* **INPUT RECORDS**
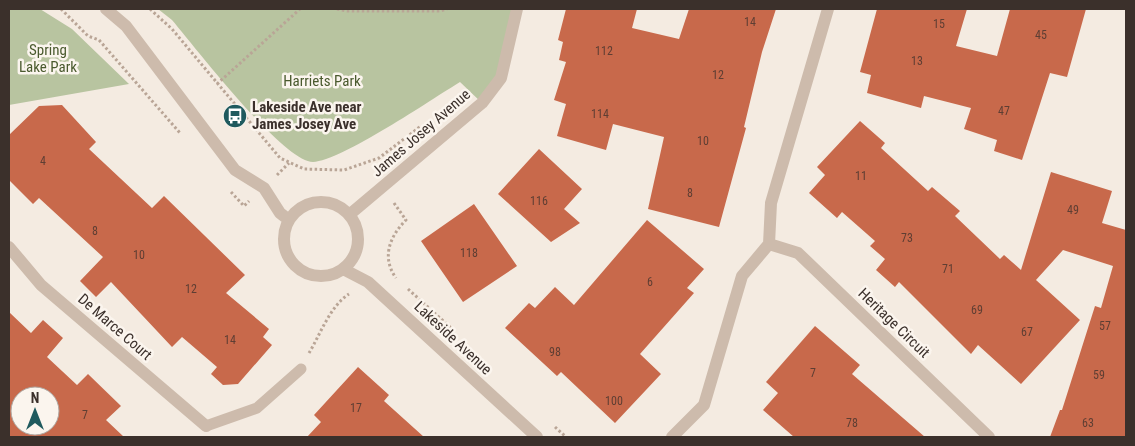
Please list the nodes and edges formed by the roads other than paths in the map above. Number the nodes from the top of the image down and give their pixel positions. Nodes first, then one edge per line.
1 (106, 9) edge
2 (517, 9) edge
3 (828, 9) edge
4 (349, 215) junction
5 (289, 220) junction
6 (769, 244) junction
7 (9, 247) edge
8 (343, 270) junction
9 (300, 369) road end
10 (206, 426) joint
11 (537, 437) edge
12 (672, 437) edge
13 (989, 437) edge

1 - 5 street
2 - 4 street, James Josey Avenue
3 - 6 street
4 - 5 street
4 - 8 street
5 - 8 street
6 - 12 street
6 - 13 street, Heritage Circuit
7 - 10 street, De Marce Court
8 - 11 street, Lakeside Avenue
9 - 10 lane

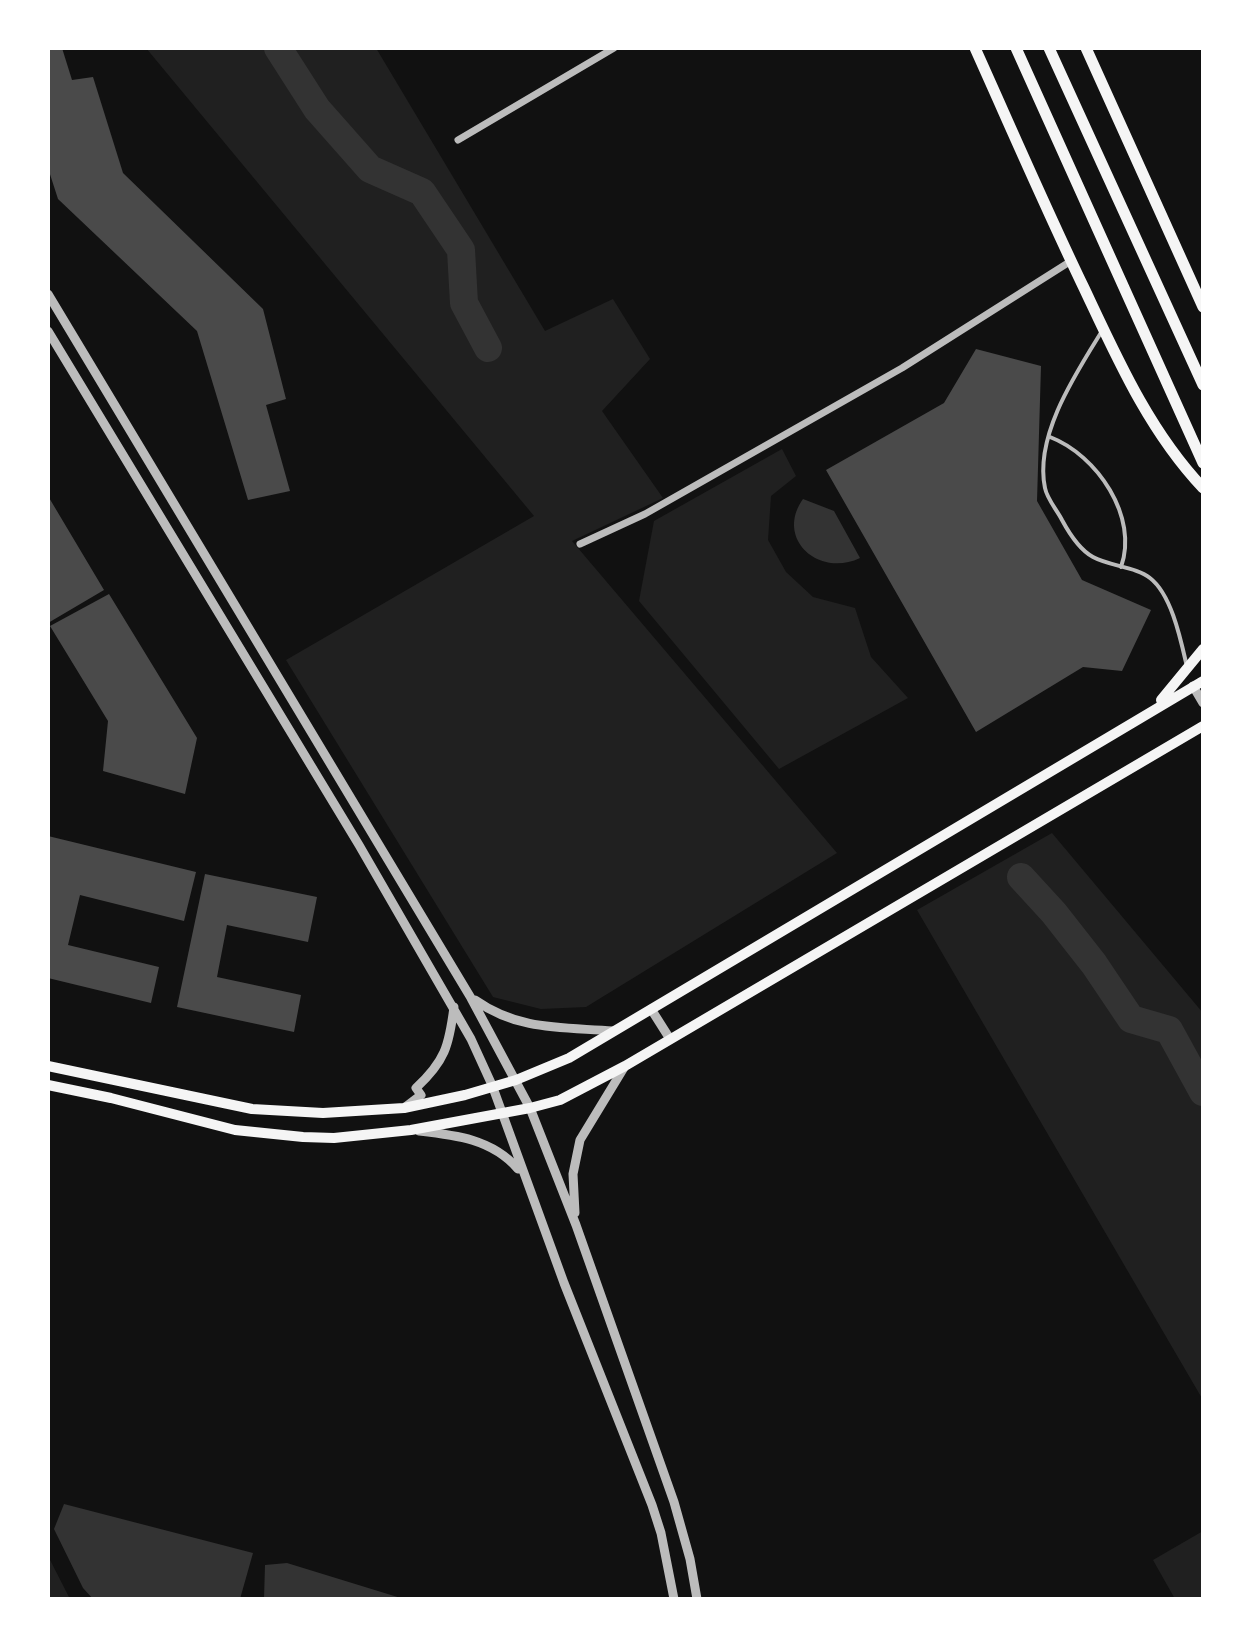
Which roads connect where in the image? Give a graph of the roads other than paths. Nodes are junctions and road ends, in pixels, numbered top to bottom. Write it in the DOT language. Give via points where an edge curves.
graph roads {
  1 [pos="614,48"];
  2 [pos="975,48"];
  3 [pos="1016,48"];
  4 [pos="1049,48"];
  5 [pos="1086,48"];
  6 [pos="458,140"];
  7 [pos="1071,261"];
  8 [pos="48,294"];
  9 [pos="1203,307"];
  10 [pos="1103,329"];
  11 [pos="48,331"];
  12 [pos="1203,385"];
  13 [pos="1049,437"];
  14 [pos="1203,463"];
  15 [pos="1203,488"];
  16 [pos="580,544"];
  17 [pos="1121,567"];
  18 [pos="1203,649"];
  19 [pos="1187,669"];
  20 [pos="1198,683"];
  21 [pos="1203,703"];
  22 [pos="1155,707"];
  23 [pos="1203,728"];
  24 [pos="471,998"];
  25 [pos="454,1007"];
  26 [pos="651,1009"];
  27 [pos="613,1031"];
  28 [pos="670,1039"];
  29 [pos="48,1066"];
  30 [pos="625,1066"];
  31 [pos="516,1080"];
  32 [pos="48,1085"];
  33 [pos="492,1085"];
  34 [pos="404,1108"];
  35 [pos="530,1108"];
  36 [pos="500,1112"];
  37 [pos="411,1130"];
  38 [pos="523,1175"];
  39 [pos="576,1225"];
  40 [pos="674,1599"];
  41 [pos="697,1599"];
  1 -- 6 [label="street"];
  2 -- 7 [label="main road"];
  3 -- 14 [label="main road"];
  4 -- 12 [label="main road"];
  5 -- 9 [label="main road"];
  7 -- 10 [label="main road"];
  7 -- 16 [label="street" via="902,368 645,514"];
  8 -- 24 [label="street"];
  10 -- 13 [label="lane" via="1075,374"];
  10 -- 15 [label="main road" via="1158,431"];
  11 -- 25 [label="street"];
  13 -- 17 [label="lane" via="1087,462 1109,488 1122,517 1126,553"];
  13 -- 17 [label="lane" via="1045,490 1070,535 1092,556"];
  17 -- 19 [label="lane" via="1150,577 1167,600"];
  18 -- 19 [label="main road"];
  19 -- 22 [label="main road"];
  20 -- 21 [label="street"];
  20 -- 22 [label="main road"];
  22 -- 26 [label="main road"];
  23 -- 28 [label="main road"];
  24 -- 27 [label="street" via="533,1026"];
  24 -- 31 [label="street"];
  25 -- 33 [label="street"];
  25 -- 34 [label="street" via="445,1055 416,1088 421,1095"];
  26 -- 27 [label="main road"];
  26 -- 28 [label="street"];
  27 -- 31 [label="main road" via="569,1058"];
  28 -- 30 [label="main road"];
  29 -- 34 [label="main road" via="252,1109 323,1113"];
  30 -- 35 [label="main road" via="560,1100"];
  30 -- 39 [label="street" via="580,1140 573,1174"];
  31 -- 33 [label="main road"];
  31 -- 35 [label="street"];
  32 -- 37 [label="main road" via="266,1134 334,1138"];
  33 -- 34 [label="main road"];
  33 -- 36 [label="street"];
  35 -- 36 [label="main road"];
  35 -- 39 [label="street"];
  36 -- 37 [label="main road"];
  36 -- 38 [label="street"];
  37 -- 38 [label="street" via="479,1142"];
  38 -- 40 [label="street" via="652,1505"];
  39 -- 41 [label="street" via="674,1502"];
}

* **PROBLEM**
Copy out the material exactly as it stands, though no picture should appear in the copy.

* **EXERCISE OUTPUT**
Please list the nodes and edges formed by the roads other than paths in the map above. Number the nodes from the top of the image down and give their pixel positions. Nodes first, then one edge per line.
1 (106, 9) edge
2 (517, 9) edge
3 (828, 9) edge
4 (349, 215) junction
5 (289, 220) junction
6 (769, 244) junction
7 (9, 247) edge
8 (343, 270) junction
9 (300, 369) road end
10 (206, 426) joint
11 (537, 437) edge
12 (672, 437) edge
13 (989, 437) edge

1 - 5 street
2 - 4 street, James Josey Avenue
3 - 6 street
4 - 5 street
4 - 8 street
5 - 8 street
6 - 12 street
6 - 13 street, Heritage Circuit
7 - 10 street, De Marce Court
8 - 11 street, Lakeside Avenue
9 - 10 lane

Which roads connect where in the image? Give a graph of the roads other than paths. Nodes are junctions and road ends, in pixels, numbered top to bottom. Write it in the DOT language. Give via points where an edge curves.
graph roads {
  1 [pos="614,48"];
  2 [pos="975,48"];
  3 [pos="1016,48"];
  4 [pos="1049,48"];
  5 [pos="1086,48"];
  6 [pos="458,140"];
  7 [pos="1071,261"];
  8 [pos="48,294"];
  9 [pos="1203,307"];
  10 [pos="1103,329"];
  11 [pos="48,331"];
  12 [pos="1203,385"];
  13 [pos="1049,437"];
  14 [pos="1203,463"];
  15 [pos="1203,488"];
  16 [pos="580,544"];
  17 [pos="1121,567"];
  18 [pos="1203,649"];
  19 [pos="1187,669"];
  20 [pos="1198,683"];
  21 [pos="1203,703"];
  22 [pos="1155,707"];
  23 [pos="1203,728"];
  24 [pos="471,998"];
  25 [pos="454,1007"];
  26 [pos="651,1009"];
  27 [pos="613,1031"];
  28 [pos="670,1039"];
  29 [pos="48,1066"];
  30 [pos="625,1066"];
  31 [pos="516,1080"];
  32 [pos="48,1085"];
  33 [pos="492,1085"];
  34 [pos="404,1108"];
  35 [pos="530,1108"];
  36 [pos="500,1112"];
  37 [pos="411,1130"];
  38 [pos="523,1175"];
  39 [pos="576,1225"];
  40 [pos="674,1599"];
  41 [pos="697,1599"];
  1 -- 6 [label="street"];
  2 -- 7 [label="main road"];
  3 -- 14 [label="main road"];
  4 -- 12 [label="main road"];
  5 -- 9 [label="main road"];
  7 -- 10 [label="main road"];
  7 -- 16 [label="street" via="902,368 645,514"];
  8 -- 24 [label="street"];
  10 -- 13 [label="lane" via="1075,374"];
  10 -- 15 [label="main road" via="1158,431"];
  11 -- 25 [label="street"];
  13 -- 17 [label="lane" via="1087,462 1109,488 1122,517 1126,553"];
  13 -- 17 [label="lane" via="1045,490 1070,535 1092,556"];
  17 -- 19 [label="lane" via="1150,577 1167,600"];
  18 -- 19 [label="main road"];
  19 -- 22 [label="main road"];
  20 -- 21 [label="street"];
  20 -- 22 [label="main road"];
  22 -- 26 [label="main road"];
  23 -- 28 [label="main road"];
  24 -- 27 [label="street" via="533,1026"];
  24 -- 31 [label="street"];
  25 -- 33 [label="street"];
  25 -- 34 [label="street" via="445,1055 416,1088 421,1095"];
  26 -- 27 [label="main road"];
  26 -- 28 [label="street"];
  27 -- 31 [label="main road" via="569,1058"];
  28 -- 30 [label="main road"];
  29 -- 34 [label="main road" via="252,1109 323,1113"];
  30 -- 35 [label="main road" via="560,1100"];
  30 -- 39 [label="street" via="580,1140 573,1174"];
  31 -- 33 [label="main road"];
  31 -- 35 [label="street"];
  32 -- 37 [label="main road" via="266,1134 334,1138"];
  33 -- 34 [label="main road"];
  33 -- 36 [label="street"];
  35 -- 36 [label="main road"];
  35 -- 39 [label="street"];
  36 -- 37 [label="main road"];
  36 -- 38 [label="street"];
  37 -- 38 [label="street" via="479,1142"];
  38 -- 40 [label="street" via="652,1505"];
  39 -- 41 [label="street" via="674,1502"];
}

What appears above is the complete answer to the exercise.